Don’t take risky sea route to Europe
Bangladesh Embassy in Libya has warned Bangladeshis there not to take the risky sea journey to Europe, citing the risks of drowning as well as Tunisia and European countries’ strong stance against illegal entry into their territories.
The warning comes at a time when a rescue boat carrying around 75 migrants, 64 of them from Bangladesh, have been stuck off Tunisia for 14 days as the Tunisian authorities refused to let them disembark, the Red Crescent said on Tuesday.
The Egyptian boat rescued the migrants in Tunisian waters on May 31, but authorities in the governorate of Medinine say its migrant centres are too overcrowded for which they could not allow them to come ashore, leaving the vessel 25km from the coastal city of Zarzis, reports Reuters.
No European countries agreed to accept them, said ASM Ashraful Islam, labour counsellor at Bangladesh Embassy in Libya, while talking to this correspondent over phone yesterday.

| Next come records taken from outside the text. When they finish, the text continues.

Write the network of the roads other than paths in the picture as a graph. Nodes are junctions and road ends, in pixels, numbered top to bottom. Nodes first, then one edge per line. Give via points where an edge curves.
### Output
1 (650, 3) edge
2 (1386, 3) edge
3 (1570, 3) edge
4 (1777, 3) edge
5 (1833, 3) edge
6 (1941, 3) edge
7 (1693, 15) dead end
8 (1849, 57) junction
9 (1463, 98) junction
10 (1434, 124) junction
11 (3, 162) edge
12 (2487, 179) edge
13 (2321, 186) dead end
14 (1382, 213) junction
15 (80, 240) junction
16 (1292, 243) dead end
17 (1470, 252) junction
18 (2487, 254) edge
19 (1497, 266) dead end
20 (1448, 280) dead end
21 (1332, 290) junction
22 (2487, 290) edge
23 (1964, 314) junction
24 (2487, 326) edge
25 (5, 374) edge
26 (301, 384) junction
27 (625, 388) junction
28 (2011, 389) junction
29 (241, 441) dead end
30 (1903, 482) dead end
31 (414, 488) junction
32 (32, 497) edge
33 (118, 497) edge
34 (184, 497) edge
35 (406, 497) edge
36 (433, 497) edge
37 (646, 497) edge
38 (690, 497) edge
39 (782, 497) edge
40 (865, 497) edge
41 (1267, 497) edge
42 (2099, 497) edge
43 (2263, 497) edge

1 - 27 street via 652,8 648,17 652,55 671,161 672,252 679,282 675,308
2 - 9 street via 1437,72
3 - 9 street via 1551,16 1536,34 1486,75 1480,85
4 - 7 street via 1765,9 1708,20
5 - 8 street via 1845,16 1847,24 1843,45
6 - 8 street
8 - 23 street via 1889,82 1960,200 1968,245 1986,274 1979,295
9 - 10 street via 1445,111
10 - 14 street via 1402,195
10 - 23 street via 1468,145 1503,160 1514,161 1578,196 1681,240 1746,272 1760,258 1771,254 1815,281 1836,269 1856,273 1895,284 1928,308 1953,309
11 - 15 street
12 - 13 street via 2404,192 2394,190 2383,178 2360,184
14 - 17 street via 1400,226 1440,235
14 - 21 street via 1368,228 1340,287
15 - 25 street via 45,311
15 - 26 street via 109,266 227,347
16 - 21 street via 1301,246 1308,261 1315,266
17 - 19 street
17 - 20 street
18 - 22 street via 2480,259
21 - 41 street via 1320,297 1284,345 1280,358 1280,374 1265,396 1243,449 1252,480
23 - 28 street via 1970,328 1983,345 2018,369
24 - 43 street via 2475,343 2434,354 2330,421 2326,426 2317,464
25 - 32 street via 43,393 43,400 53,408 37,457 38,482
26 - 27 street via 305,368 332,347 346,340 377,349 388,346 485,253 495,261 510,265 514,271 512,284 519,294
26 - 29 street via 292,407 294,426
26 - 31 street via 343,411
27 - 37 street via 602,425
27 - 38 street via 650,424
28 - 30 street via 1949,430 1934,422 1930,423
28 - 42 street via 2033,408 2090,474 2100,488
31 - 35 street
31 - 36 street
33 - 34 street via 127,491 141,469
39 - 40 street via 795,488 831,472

“Tunisian Red Crescent is providing them with food, but they are still in the sea.”
Sheikh Sekander Ali, Bangladesh ambassador to Libya, and a junior officer have already flown to Tunisia to have meetings with the Tunisian authorities.
“We will try to negotiate with the Tunisian authorities that we will send back our people home if they allow the people on the boat to disembark,” Ashraful said.
There are possibilities that human traffickers involved in arranging the sea journeys from the Libyan coast to Europe often discourage those stranded in the sea from returning to the Libyan or Tunisian coast, he said.
The labour counsellor said they had information that those who were adrift at sea did not want to come to ashore rather wanted to go to Europe.
The ambassador was scheduled to hold a meeting with the Tunisian authorities yesterday, he said.
At least 65 migrants drowned last month when their boat capsized in the Mediterranean Sea off the Tunisian coast after they had left Libya hoping to reach Europe. Of them, some 40 Bangladeshis were feared dead while 14 others survived.
In the first four months of this year, 164 people are known to have died on the route, a smaller number but a higher death rate than that of previous years, the UN Refugee Agency said.
Apart from that, Libyan coastguard has intercepted a number of boats heading for Europe and detained migrants of different nationalities. Some of them are Bangladeshis, said a statement of Bangladesh Embassy in Libya yesterday.
It said Europe has taken a tough stance against the sea journeys by the migrants. On the other hand, Libyan coastguard too is strongly enforcing the maritime boundary.
“Under such circumstances, sea journeys have become impossible. On behalf of the embassy, we are requesting the Bangladeshis in Libya and their relatives and friends to be careful about such journey,” said Ashraful.
There are an estimated of 20,000 Bangladeshis living in Libya, which has plunged into a civil war after the fall of president Muammar Gaddafi in 2011.